In the above described embodiment, the OHT system 1 is installed in the semiconductor manufacturing facility, which manufactures the semiconductor devices by applying processes to the semiconductor wafers. However, the present invention is not limited to this. For example, the transporting apparatus may be installed in a facility, which produces final products by applying processes while transporting the processed object or the object to be processed, in the processes or between the processes. Further, the transporting apparatus may be adapted to transporting apparatuses for all categories of industries, in which the transported objects, such as electronic parts, mechanical parts, chemical products, food products, document products and the like, are transported.

The entire disclosure of Japanese Patent Application No. 2006-323197 filed on Nov. 30, 2006 including the specification, claims, drawings and summary is incorporated herein by reference in its entirety.

Claims

1. An overhead traveling and transporting system comprising:

a track installed on or near a ceiling;

a transporting carriage for traveling along and being guided by said track, having (i) a gripping mechanism adapted to grip a transported object, (ii) a hoisting mechanism adapted to move down said gripping mechanism to a load port for the transported object, and (iii) a sensor for emitting a light beam within a pseudo plane surface, which is perpendicular and in parallel with a traveling direction of said transporting carriage, and for receiving a reflection light of the emitted light beam;

a monitoring device for monitoring an obstacle existing in a direction of emission of the emitted light beam, on the basis of the reflection light received by said sensor; and

a selecting device for (i) establishing one condition that the obstacle existing forward in the traveling direction is monitored by said monitoring device if said transporting carriage is traveling and (ii) establishing another condition that the obstacle existing downward from said transporting carriage is monitored by said monitoring device if said gripping mechanism is moved down, by selecting the direction of emission and/or selecting an area of monitoring by said monitoring device.
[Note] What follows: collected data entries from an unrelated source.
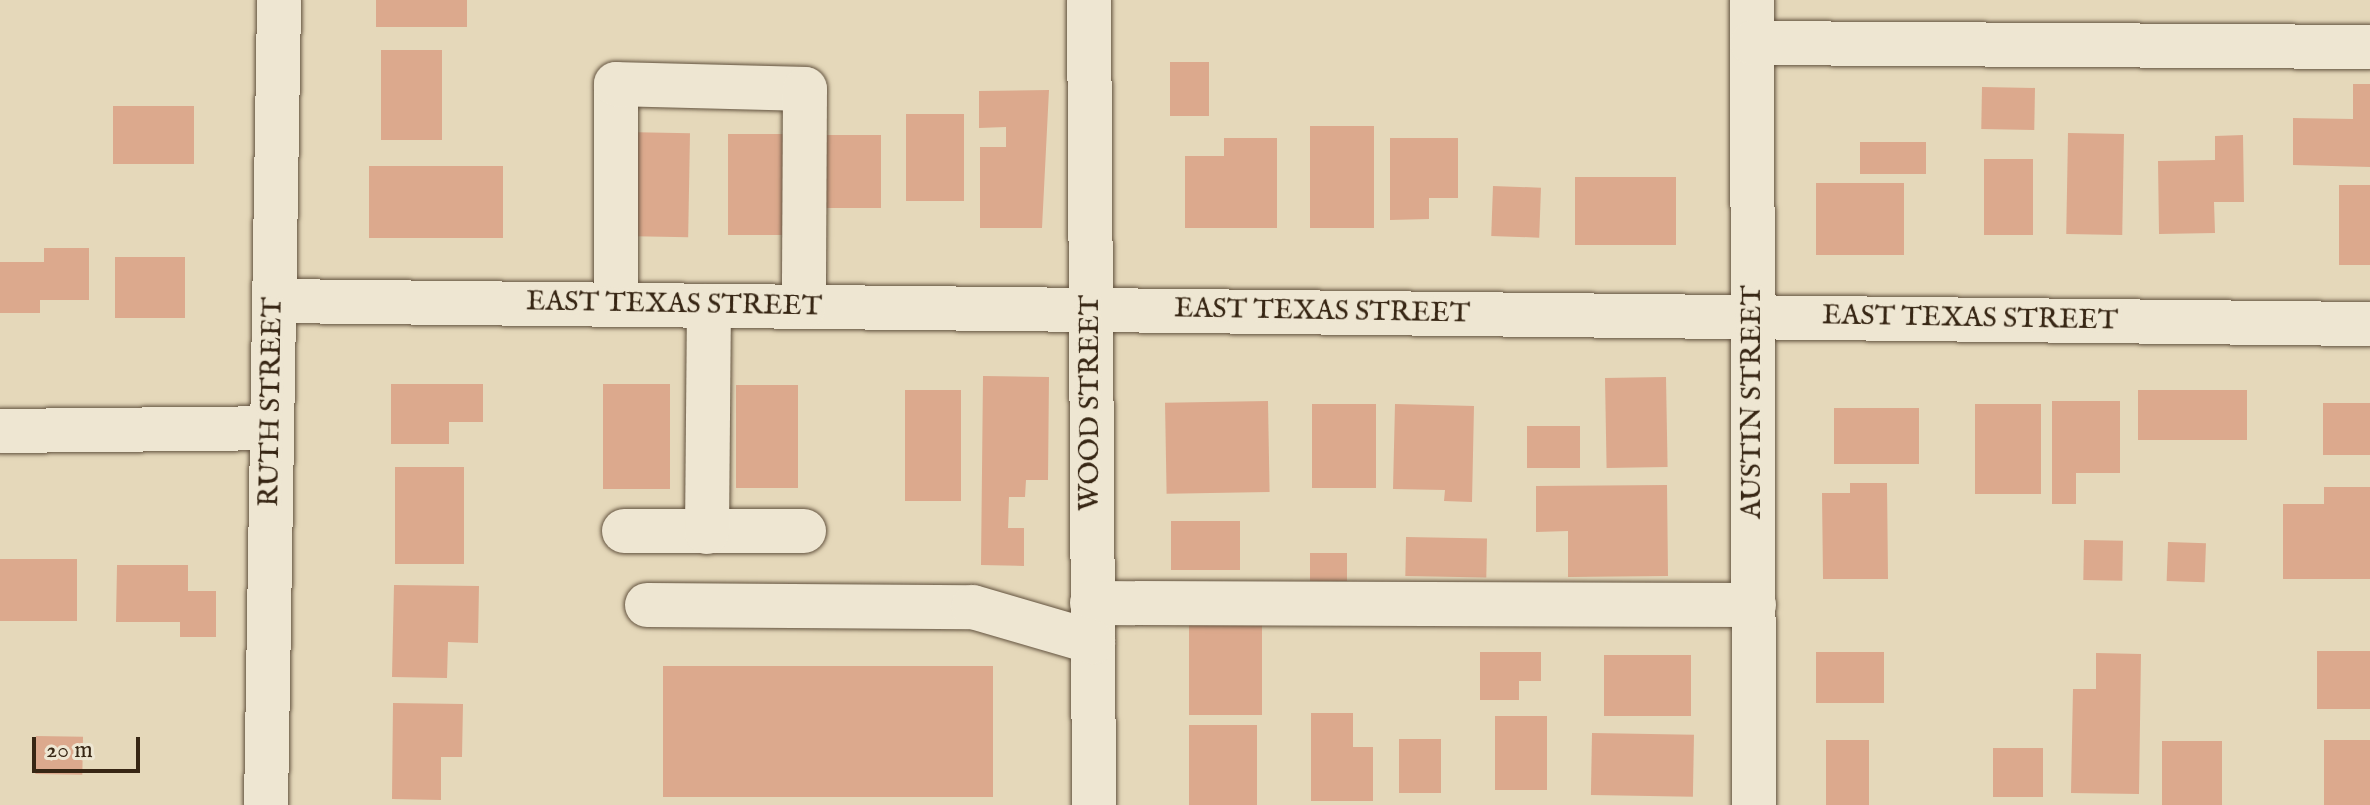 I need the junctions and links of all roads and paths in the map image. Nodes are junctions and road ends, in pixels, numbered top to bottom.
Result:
1 (279, 0) edge
2 (1089, 0) edge
3 (1752, 0) edge
4 (1752, 43) junction
5 (2370, 47) edge
6 (274, 301) junction
7 (616, 304) junction
8 (709, 306) junction
9 (804, 307) junction
10 (1091, 310) junction
11 (1753, 317) junction
12 (2370, 324) edge
13 (272, 428) junction
14 (0, 431) edge
15 (624, 531) dead end
16 (804, 531) dead end
17 (707, 532) junction
18 (647, 605) dead end
19 (1754, 605) junction
20 (1093, 622) junction
21 (266, 805) edge
22 (1094, 805) edge
23 (1754, 805) edge

1 - 6 street, RUTH STREET
2 - 10 street, WOOD STREET
3 - 4 street, AUSTIN STREET
4 - 5 street
4 - 11 street, AUSTIN STREET
6 - 7 street, EAST TEXAS STREET
6 - 13 street, RUTH STREET
7 - 8 street, EAST TEXAS STREET
7 - 9 street
8 - 9 street, EAST TEXAS STREET
8 - 17 street
9 - 10 street, EAST TEXAS STREET
10 - 11 street, EAST TEXAS STREET
10 - 20 street, WOOD STREET
11 - 12 street, EAST TEXAS STREET
11 - 19 street, AUSTIN STREET
13 - 14 street
13 - 21 street, RUTH STREET
15 - 17 street
16 - 17 street
18 - 20 street
19 - 20 street
19 - 23 street, AUSTIN STREET
20 - 22 street, WOOD STREET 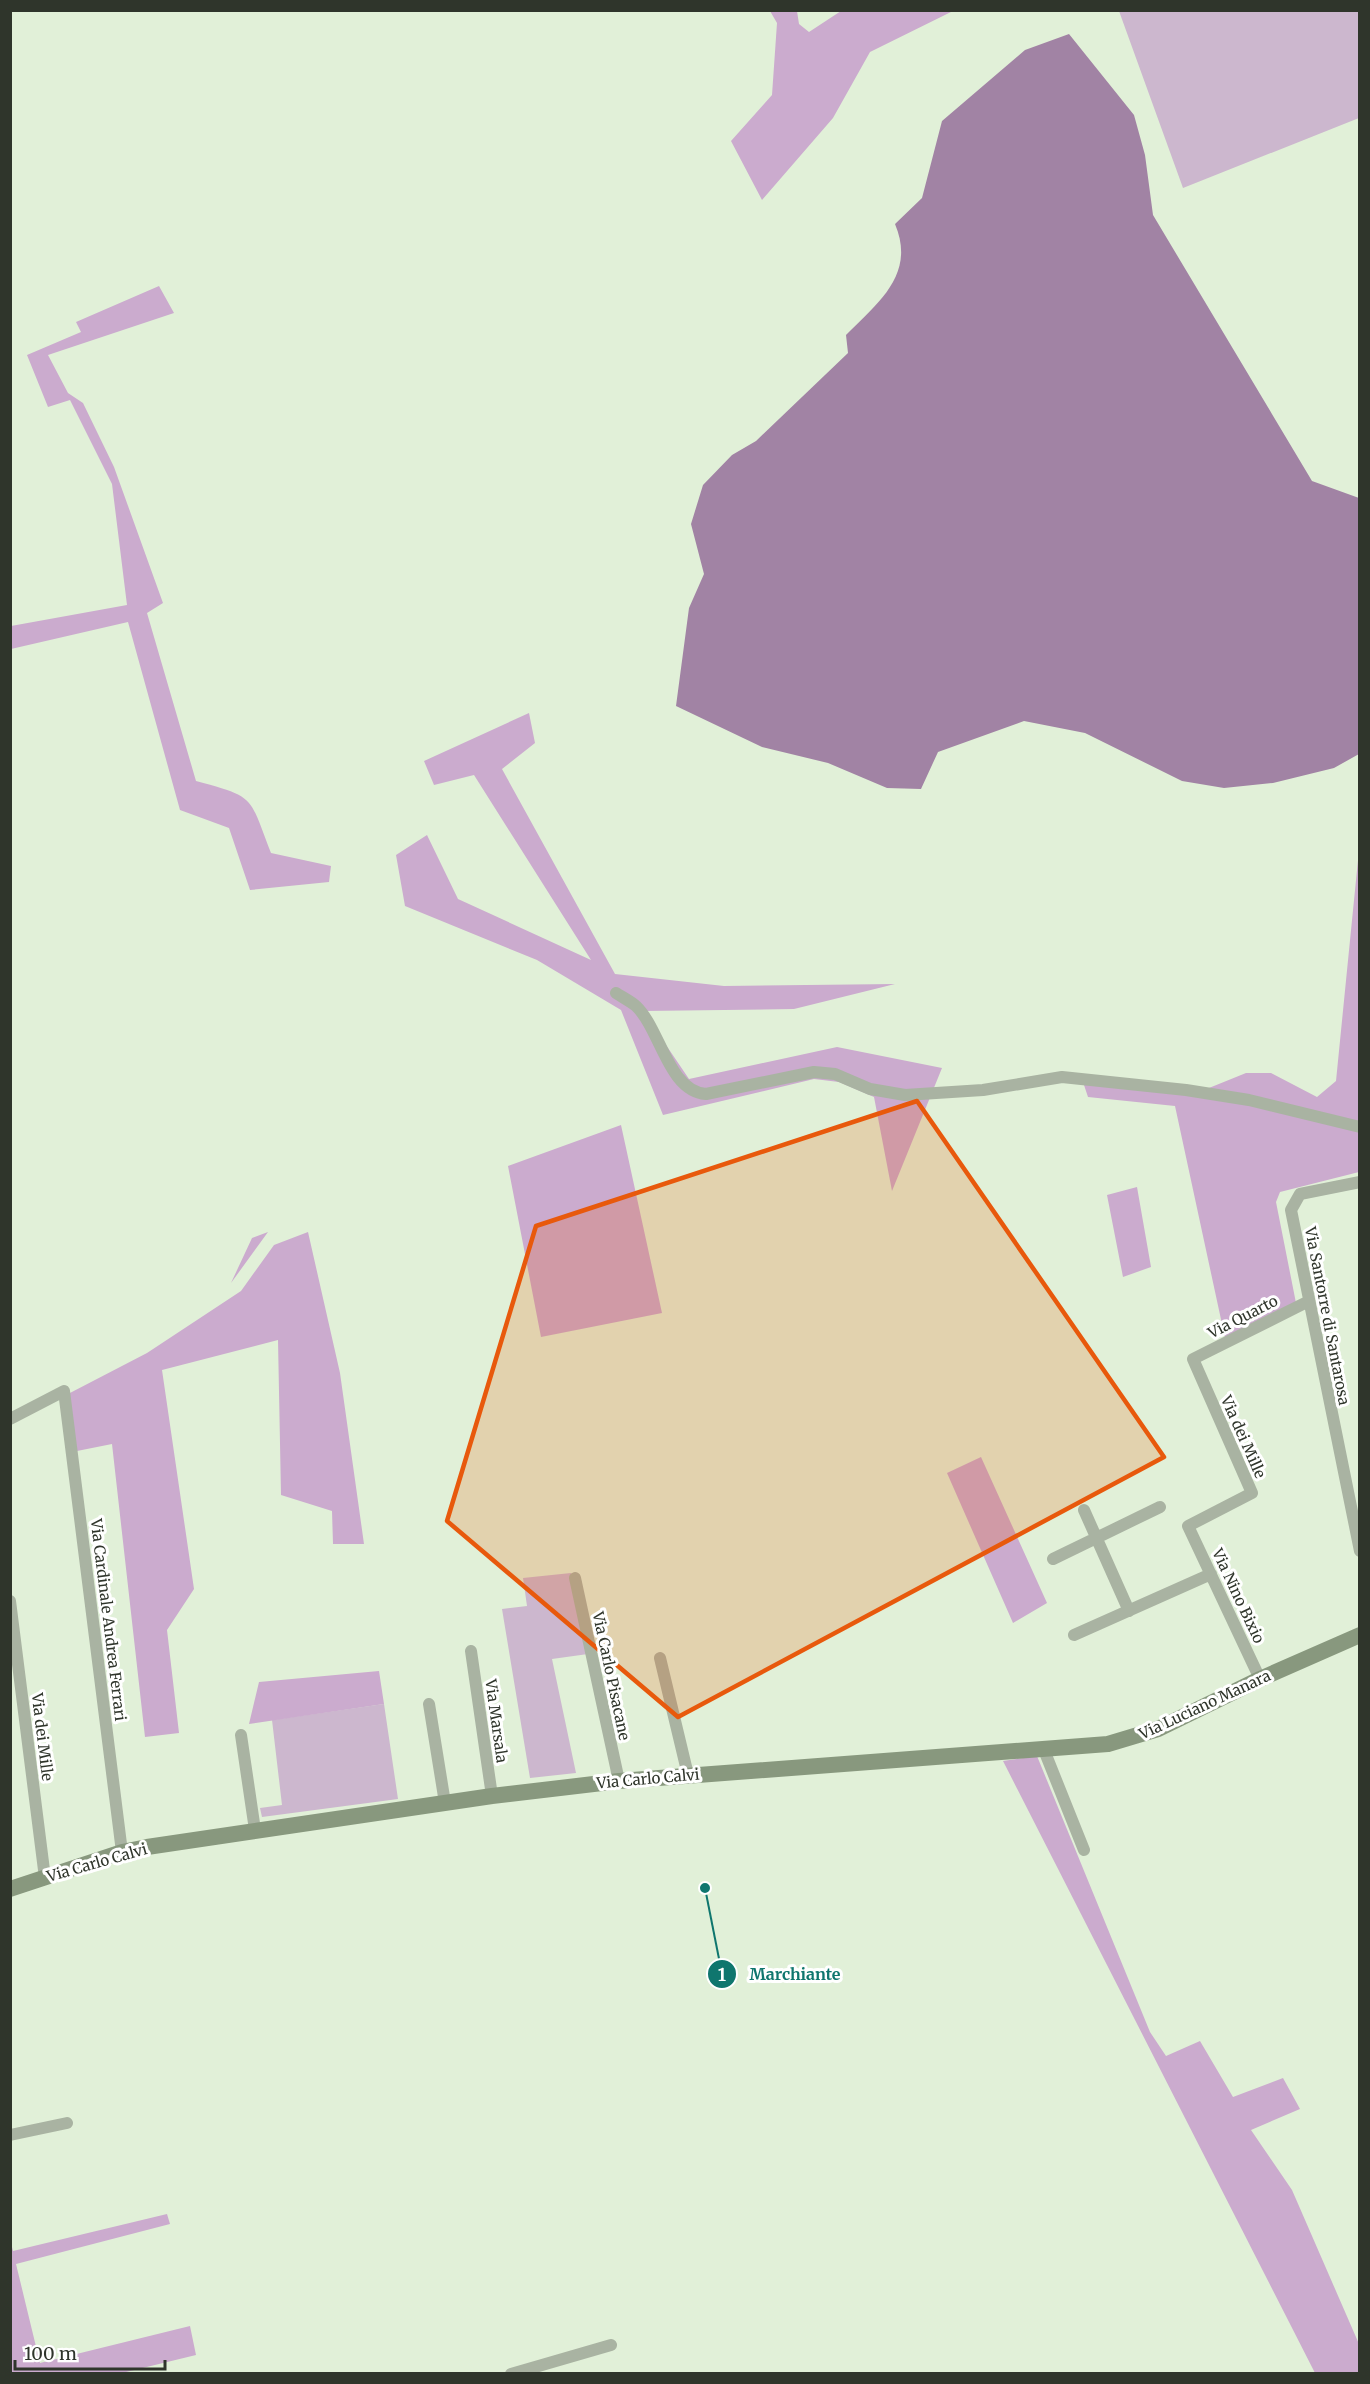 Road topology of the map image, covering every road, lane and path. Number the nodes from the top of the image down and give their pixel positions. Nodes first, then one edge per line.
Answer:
1 (616, 993) dead end
2 (1359, 1127) edge
3 (1359, 1182) edge
4 (1307, 1302) junction
5 (1193, 1359) joint
6 (10, 1419) edge
7 (1160, 1507) dead end
8 (1084, 1510) dead end
9 (1188, 1526) joint
10 (1096, 1538) junction
11 (1359, 1551) edge
12 (1053, 1558) dead end
13 (1211, 1574) junction
14 (575, 1578) dead end
15 (10, 1600) edge
16 (1129, 1611) junction
17 (1074, 1635) dead end
18 (1359, 1635) edge
19 (471, 1651) dead end
20 (660, 1658) dead end
21 (1260, 1679) junction
22 (429, 1704) dead end
23 (241, 1735) dead end
24 (1044, 1750) junction
25 (688, 1775) junction
26 (619, 1781) junction
27 (492, 1796) junction
28 (445, 1803) junction
29 (255, 1830) junction
30 (1084, 1850) dead end
31 (122, 1852) junction
32 (45, 1878) junction
33 (10, 1889) edge
34 (67, 2123) dead end
35 (10, 2135) edge
36 (611, 2345) dead end
37 (511, 2373) edge

1 - 2 street
3 - 4 street, Via Santorre di Santarosa
4 - 5 street, Via Quarto
4 - 11 street, Via Santorre di Santarosa
5 - 9 street, Via dei Mille
6 - 31 street, Via Cardinale Andrea Ferrari
7 - 10 street
8 - 10 street
9 - 13 street, Via Nino Bixio
10 - 12 street
10 - 16 street
13 - 16 street
13 - 21 street, Via Nino Bixio
14 - 26 street, Via Carlo Pisacane
15 - 32 street, Via dei Mille
16 - 17 street
18 - 21 street, Via Luciano Manara
19 - 27 street, Via Marsala
20 - 25 street
21 - 24 street, Via Luciano Manara
22 - 28 street
23 - 29 street
24 - 25 street, Via Carlo Calvi
24 - 30 street
25 - 26 street, Via Carlo Calvi
26 - 27 street, Via Carlo Calvi
27 - 28 street, Via Carlo Calvi
28 - 29 street, Via Carlo Calvi
29 - 31 street, Via Carlo Calvi
31 - 32 street, Via Carlo Calvi
32 - 33 street, Via Carlo Calvi
34 - 35 street
36 - 37 street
2. The overhead traveling and transporting system according to claim 1, wherein said selecting device establishes said one or another condition by selecting the area of monitoring without changing the direction of emission.

3. The overhead traveling and transporting system according to claim 1, wherein the pseudo plane surface is not overlapping on a path of said gripping mechanism moved down by said hoisting mechanism.

4. The overhead traveling and transporting system according to claim 3, wherein the pseudo plane surface is positioned on an opposite side of a main body of a manufacturing or processing apparatus having the load port, with respect to the path of said gripping mechanism.

5. The overhead traveling and transporting system according to claim 1, wherein

said sensor emits the light beam for scanning within the pseudo plane surface, and

said selecting device selects a scanning area of the emitted light beam by said sensor or selects a monitoring area by said monitoring device without changing the scanning area.

6. The overhead traveling and transporting system according to claim 5, wherein said monitoring device monitors the obstacle in a path where said transporting carriage passes through, within the scanning area, in case that said transporting carriage is traveling.

7. The overhead traveling and transporting system according to claim 5, wherein said monitoring device monitors the obstacle in a path where said gripping mechanism is moved down, within the scanning area, in case that said gripping mechanism is moved down.